> [What you should do]: For the material that follows, return exactly the lines from the one with "font-size:48px; font-weight:700; line-height:60px;" through the one with "display:flex; gap:16px; margin-top:auto;", both ends included.

────

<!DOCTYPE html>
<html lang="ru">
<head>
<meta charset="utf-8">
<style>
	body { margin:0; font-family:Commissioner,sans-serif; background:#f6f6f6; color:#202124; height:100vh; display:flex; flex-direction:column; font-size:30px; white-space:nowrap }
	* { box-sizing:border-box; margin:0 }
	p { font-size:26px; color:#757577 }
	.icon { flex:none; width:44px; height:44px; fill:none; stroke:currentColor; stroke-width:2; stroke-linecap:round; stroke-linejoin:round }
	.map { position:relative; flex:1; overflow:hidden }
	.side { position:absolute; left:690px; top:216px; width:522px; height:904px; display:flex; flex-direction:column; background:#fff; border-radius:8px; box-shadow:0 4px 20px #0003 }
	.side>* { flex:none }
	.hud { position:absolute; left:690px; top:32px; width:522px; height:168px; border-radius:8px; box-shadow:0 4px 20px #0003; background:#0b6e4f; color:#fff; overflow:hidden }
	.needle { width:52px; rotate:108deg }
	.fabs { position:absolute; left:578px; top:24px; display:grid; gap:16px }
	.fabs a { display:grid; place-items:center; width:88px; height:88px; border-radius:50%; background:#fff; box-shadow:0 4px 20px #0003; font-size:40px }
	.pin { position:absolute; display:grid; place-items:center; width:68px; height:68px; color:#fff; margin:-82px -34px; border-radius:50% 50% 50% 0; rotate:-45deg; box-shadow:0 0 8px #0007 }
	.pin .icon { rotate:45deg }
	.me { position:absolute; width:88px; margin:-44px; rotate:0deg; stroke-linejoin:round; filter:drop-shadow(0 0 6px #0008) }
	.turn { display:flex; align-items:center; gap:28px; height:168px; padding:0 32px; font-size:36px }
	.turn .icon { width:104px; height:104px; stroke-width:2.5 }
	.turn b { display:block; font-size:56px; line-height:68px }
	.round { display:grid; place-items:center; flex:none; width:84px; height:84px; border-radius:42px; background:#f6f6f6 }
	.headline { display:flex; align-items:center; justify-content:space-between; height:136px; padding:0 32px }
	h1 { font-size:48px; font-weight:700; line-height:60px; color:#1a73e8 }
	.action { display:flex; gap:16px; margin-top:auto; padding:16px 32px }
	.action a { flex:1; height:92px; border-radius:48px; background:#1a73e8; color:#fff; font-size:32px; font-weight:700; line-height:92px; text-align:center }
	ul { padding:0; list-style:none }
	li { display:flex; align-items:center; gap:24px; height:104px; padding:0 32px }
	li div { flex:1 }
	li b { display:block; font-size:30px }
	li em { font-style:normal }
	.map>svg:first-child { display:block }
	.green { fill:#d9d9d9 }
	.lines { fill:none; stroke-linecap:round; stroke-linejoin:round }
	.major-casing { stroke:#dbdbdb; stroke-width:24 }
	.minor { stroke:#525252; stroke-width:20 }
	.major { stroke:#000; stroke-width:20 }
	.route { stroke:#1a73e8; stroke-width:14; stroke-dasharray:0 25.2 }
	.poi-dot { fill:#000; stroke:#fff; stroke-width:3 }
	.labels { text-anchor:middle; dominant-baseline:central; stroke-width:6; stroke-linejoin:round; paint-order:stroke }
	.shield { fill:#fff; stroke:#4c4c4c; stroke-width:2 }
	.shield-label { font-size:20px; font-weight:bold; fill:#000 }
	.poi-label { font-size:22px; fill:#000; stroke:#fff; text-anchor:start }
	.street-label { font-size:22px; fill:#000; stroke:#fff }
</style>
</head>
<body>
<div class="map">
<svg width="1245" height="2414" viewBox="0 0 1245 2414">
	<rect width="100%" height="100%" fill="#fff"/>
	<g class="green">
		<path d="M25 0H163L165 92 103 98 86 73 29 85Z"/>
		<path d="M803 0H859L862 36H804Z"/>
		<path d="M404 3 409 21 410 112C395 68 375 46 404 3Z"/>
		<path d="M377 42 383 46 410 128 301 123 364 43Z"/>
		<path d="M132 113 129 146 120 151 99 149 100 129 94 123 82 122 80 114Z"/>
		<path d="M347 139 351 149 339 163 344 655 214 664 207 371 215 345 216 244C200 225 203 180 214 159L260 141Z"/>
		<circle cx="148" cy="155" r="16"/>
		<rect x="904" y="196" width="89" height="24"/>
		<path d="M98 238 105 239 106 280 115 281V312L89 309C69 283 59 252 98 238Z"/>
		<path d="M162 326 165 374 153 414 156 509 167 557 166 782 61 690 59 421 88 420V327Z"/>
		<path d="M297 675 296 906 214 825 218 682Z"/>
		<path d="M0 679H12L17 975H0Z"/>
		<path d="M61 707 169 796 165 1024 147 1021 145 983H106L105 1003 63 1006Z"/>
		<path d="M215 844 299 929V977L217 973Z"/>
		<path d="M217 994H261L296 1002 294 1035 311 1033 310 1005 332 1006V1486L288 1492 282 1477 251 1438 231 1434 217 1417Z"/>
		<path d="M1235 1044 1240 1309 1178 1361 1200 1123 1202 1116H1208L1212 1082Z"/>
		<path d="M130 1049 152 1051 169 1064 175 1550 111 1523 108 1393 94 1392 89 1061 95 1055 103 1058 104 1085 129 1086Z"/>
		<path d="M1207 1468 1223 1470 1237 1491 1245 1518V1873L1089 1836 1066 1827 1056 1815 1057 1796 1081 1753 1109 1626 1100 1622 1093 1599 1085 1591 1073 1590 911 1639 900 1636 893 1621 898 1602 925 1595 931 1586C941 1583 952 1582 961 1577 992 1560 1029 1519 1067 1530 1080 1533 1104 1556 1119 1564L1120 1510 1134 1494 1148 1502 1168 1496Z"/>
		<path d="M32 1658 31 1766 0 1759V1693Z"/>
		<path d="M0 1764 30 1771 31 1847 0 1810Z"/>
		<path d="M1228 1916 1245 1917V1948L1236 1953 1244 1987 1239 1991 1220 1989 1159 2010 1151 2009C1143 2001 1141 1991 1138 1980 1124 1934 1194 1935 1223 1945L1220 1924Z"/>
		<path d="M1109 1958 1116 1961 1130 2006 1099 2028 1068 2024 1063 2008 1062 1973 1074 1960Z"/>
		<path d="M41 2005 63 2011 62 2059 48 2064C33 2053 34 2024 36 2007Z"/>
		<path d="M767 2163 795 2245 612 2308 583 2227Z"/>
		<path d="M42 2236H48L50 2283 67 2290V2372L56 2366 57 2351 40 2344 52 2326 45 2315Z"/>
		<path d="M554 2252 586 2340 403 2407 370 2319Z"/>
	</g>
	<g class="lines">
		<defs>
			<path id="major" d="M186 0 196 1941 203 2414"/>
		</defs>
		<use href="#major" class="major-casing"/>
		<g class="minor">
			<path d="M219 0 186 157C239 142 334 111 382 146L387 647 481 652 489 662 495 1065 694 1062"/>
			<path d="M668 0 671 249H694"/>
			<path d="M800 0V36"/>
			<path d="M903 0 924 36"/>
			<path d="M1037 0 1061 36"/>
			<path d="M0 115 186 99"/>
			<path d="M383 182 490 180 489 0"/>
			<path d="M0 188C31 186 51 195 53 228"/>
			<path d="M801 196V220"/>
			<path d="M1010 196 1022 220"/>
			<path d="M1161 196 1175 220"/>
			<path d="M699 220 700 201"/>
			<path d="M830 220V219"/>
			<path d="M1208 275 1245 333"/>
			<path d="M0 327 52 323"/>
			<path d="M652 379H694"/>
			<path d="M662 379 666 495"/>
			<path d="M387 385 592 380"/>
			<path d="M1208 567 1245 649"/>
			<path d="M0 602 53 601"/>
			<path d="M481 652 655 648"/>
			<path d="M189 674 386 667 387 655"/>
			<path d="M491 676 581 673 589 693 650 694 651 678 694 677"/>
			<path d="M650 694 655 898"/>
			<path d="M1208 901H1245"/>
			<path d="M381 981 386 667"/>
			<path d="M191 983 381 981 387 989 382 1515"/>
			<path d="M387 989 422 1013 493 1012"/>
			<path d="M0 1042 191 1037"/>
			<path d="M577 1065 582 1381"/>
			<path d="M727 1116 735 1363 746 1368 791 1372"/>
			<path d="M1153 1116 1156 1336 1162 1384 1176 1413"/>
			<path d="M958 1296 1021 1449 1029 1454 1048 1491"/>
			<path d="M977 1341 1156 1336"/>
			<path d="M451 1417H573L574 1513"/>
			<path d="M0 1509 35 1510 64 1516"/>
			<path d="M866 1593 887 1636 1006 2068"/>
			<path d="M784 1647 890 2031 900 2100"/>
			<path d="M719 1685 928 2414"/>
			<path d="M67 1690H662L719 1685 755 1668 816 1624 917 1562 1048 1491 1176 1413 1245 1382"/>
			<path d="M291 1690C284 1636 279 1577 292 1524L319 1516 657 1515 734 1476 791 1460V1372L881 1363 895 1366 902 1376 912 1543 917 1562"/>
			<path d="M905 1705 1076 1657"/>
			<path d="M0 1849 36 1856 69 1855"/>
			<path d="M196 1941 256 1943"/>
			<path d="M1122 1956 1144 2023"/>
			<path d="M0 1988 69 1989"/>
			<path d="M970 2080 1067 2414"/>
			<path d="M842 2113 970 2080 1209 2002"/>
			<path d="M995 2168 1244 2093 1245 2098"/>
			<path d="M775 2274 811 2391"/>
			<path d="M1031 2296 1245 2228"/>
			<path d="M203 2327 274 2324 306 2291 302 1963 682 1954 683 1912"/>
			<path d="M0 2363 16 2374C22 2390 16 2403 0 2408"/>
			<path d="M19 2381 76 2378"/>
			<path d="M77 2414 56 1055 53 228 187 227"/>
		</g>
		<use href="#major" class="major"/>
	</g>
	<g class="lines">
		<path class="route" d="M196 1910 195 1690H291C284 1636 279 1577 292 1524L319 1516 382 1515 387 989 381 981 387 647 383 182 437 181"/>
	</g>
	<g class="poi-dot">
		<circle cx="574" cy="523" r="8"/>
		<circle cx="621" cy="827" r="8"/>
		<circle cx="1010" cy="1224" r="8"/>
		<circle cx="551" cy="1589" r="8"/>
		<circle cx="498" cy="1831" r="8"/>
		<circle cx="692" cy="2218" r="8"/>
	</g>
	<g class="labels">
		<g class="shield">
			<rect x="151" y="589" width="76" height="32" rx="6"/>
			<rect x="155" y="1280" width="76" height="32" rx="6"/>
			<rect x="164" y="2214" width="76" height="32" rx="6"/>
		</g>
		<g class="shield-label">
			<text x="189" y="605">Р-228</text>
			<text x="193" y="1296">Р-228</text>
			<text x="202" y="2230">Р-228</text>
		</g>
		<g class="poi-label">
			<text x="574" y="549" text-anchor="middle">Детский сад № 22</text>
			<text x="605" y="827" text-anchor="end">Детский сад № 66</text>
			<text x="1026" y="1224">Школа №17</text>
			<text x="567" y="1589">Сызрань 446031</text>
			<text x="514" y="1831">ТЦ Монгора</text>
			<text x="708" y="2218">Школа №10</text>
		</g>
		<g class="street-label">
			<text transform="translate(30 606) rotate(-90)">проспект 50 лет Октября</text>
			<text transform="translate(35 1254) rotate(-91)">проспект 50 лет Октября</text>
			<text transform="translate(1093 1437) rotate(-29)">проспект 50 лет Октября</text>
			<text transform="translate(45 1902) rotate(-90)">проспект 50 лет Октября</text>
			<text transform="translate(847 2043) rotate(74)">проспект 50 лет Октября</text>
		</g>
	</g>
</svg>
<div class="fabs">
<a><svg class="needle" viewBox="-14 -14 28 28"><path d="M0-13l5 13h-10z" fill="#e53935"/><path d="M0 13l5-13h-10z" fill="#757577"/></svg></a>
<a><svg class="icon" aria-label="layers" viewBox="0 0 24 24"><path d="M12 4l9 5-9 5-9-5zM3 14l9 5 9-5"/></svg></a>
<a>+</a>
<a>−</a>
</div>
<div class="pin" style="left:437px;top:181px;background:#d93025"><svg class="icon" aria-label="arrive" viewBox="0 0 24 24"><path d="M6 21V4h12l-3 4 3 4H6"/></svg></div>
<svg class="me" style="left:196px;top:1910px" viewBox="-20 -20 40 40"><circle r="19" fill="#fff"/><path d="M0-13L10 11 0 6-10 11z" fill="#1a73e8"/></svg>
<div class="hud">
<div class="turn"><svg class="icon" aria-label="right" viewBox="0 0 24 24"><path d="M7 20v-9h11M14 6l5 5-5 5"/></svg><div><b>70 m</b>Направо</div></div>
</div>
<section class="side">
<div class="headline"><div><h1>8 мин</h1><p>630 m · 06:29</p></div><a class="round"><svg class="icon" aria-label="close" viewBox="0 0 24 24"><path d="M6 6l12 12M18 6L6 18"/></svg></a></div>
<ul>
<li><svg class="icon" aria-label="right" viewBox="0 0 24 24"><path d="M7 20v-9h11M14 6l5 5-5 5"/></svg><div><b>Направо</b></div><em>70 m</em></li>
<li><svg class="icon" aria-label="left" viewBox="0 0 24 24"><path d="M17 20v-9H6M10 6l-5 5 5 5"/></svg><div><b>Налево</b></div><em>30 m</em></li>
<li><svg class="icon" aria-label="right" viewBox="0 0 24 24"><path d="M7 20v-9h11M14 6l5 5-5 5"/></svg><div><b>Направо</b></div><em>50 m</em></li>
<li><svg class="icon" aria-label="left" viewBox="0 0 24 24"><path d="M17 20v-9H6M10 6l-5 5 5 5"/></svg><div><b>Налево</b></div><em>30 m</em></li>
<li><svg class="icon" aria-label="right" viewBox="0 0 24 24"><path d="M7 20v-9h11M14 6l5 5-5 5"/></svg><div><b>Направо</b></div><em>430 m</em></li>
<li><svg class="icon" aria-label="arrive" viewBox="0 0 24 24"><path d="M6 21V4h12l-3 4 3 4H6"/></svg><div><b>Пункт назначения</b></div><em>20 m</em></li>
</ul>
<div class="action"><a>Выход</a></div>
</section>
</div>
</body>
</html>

────

> [Result of the task]:
	h1 { font-size:48px; font-weight:700; line-height:60px; color:#1a73e8 }
	.action { display:flex; gap:16px; margin-top:auto; padding:16px 32px }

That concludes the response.